# Problem to work on
Each line of the listing where the string "roads" appears is to be identified and copied.

# Information shown
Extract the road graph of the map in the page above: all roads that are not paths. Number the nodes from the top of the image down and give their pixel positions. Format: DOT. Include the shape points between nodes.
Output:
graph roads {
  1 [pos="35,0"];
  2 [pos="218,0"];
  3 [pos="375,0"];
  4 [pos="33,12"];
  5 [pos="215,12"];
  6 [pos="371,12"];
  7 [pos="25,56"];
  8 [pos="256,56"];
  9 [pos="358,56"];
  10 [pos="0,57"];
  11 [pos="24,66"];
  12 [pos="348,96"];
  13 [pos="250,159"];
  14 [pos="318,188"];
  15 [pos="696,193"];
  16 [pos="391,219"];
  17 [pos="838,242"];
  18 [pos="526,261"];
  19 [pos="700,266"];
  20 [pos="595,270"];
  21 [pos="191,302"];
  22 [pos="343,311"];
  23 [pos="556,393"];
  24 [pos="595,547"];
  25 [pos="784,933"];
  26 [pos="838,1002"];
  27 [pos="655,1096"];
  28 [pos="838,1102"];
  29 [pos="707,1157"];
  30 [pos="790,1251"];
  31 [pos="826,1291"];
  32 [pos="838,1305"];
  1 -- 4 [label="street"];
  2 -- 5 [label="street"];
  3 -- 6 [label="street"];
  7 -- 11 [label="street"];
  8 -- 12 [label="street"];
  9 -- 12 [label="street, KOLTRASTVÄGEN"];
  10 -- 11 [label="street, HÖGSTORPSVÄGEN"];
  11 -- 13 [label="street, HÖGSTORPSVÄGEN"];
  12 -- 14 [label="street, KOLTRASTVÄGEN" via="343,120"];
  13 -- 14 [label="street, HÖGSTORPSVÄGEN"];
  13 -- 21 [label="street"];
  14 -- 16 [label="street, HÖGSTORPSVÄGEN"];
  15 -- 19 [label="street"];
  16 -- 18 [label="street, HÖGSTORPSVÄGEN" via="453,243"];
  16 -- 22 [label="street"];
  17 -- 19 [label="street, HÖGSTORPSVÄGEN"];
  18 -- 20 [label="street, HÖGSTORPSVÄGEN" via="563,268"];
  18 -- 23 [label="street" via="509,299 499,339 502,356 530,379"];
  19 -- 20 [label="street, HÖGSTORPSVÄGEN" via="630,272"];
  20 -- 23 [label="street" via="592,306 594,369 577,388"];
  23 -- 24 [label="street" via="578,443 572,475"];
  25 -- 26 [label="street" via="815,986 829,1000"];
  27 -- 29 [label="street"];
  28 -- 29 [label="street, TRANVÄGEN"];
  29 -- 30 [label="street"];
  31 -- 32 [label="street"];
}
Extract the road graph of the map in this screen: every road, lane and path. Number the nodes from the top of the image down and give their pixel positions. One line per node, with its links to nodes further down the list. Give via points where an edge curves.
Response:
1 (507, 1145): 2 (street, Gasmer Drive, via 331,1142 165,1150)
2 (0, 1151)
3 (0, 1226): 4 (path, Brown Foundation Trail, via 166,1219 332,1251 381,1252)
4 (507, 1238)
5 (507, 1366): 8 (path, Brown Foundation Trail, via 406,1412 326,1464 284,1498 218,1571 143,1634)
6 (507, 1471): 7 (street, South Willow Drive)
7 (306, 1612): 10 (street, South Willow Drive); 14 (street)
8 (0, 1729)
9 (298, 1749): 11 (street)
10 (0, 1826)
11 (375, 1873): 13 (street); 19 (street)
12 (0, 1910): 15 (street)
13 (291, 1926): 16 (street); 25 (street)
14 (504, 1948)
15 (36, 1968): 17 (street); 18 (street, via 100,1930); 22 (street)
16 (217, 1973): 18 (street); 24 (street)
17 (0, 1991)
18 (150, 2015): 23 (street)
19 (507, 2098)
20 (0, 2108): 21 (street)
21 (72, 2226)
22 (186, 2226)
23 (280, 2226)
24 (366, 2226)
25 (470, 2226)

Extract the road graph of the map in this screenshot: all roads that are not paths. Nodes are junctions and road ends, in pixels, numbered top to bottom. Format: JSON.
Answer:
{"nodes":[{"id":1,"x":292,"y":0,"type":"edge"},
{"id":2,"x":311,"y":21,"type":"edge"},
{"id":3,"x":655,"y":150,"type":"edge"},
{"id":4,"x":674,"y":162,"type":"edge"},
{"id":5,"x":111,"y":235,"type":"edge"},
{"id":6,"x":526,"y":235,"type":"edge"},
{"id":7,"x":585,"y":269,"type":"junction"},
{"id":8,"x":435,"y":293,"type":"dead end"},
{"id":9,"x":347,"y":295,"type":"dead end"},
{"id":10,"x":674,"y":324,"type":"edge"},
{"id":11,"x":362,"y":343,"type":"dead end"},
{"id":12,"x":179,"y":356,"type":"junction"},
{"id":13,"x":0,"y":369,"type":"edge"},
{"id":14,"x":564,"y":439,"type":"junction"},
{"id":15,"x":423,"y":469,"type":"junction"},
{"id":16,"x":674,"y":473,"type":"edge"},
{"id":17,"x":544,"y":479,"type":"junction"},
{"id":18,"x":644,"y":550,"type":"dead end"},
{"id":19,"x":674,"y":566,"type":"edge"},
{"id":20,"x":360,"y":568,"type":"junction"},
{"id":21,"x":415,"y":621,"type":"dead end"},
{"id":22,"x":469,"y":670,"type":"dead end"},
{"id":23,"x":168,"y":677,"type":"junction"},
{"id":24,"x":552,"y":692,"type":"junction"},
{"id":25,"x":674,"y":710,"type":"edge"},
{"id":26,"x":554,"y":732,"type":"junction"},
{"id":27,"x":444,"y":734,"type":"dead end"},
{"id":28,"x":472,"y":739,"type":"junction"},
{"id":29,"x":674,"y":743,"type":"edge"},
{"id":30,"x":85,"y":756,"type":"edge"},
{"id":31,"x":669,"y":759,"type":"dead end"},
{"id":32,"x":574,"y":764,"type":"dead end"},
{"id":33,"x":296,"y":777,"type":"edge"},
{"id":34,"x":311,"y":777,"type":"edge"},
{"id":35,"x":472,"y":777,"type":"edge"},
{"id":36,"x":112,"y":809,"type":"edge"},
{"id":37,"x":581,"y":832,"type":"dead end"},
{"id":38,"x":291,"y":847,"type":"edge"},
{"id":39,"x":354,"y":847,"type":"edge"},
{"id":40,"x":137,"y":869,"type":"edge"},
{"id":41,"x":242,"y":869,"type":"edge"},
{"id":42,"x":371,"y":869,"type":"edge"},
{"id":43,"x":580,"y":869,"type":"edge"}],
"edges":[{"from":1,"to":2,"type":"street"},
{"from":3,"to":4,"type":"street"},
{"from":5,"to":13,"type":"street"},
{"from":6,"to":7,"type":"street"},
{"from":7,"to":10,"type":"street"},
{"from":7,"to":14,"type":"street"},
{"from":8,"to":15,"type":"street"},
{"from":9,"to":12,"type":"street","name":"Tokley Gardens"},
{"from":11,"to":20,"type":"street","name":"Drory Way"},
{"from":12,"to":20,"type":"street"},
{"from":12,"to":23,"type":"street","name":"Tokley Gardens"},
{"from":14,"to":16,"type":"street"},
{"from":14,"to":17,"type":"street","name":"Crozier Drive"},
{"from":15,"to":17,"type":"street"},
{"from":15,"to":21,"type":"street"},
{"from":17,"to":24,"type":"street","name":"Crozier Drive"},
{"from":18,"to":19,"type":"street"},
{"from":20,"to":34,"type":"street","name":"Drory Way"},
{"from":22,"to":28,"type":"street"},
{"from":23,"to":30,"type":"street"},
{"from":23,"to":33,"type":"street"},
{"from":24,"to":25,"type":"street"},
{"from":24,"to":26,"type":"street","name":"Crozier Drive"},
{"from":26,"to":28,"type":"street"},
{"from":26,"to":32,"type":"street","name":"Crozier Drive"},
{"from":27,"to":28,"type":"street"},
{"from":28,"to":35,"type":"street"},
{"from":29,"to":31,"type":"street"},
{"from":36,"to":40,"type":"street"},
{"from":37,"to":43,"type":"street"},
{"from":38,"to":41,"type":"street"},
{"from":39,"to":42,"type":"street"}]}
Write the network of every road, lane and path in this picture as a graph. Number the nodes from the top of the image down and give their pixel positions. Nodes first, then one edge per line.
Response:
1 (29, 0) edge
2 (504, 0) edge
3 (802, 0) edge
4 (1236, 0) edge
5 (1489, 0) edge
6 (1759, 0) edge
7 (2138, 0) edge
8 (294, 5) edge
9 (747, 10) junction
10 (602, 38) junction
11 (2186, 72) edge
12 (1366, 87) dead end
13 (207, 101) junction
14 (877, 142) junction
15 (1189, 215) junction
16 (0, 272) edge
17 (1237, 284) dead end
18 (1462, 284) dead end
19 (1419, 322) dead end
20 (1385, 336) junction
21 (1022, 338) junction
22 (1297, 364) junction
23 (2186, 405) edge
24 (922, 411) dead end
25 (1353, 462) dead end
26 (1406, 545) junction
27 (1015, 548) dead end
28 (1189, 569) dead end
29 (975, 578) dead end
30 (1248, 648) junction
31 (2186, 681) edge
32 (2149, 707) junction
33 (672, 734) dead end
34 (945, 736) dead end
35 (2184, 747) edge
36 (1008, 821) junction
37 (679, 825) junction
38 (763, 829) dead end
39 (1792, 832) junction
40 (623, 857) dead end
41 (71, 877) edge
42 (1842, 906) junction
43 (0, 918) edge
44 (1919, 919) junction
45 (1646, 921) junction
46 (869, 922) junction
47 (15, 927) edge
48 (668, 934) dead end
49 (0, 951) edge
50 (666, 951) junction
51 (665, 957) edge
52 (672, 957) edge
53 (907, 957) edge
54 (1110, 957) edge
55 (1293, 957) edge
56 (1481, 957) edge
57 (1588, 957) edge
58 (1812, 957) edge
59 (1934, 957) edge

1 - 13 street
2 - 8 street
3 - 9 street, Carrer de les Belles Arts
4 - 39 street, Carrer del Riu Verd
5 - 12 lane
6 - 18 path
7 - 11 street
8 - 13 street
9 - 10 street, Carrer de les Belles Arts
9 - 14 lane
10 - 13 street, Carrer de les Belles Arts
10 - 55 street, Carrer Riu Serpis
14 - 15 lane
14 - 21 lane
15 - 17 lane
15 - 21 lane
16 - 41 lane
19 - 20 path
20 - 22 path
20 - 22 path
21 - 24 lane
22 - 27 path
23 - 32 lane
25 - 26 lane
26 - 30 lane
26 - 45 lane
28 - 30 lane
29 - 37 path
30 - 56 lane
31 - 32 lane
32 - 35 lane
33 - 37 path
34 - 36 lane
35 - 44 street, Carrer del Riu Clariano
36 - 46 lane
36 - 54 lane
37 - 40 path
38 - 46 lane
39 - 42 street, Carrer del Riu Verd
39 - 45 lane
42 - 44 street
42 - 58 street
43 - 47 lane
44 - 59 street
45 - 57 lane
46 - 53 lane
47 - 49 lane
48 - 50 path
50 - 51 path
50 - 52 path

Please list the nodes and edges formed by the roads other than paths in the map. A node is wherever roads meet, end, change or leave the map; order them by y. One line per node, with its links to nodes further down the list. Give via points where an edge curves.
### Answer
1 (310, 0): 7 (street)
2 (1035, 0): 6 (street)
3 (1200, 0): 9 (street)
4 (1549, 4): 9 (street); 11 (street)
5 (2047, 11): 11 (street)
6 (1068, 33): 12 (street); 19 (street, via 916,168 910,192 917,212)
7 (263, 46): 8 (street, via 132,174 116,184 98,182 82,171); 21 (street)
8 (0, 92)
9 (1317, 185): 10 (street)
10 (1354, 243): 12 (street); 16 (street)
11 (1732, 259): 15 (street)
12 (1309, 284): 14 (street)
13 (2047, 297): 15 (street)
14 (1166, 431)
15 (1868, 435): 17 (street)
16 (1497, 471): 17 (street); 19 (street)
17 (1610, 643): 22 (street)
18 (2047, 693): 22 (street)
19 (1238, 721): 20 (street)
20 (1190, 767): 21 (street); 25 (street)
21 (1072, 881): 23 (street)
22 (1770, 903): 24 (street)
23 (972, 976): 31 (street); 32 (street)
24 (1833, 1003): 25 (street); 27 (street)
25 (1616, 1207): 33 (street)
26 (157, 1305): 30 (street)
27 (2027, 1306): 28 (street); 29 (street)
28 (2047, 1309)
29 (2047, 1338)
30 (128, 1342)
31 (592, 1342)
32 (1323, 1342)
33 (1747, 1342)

# Written reply
Extract the road graph of the map in the page above: all roads that are not paths. Number the nodes from the top of the image down and give their pixel positions. Format: DOT. Include the shape points between nodes.
graph roads {
Extract the road graph of the map in this screenshot: all roads that are not paths. Nodes are junctions and road ends, in pixels, numbered top to bottom. Format: JSON.
Please list the nodes and edges formed by the roads other than paths in the map. A node is wherever roads meet, end, change or leave the map; order them by y. One line per node, with its links to nodes further down the list. Give via points where an edge curves.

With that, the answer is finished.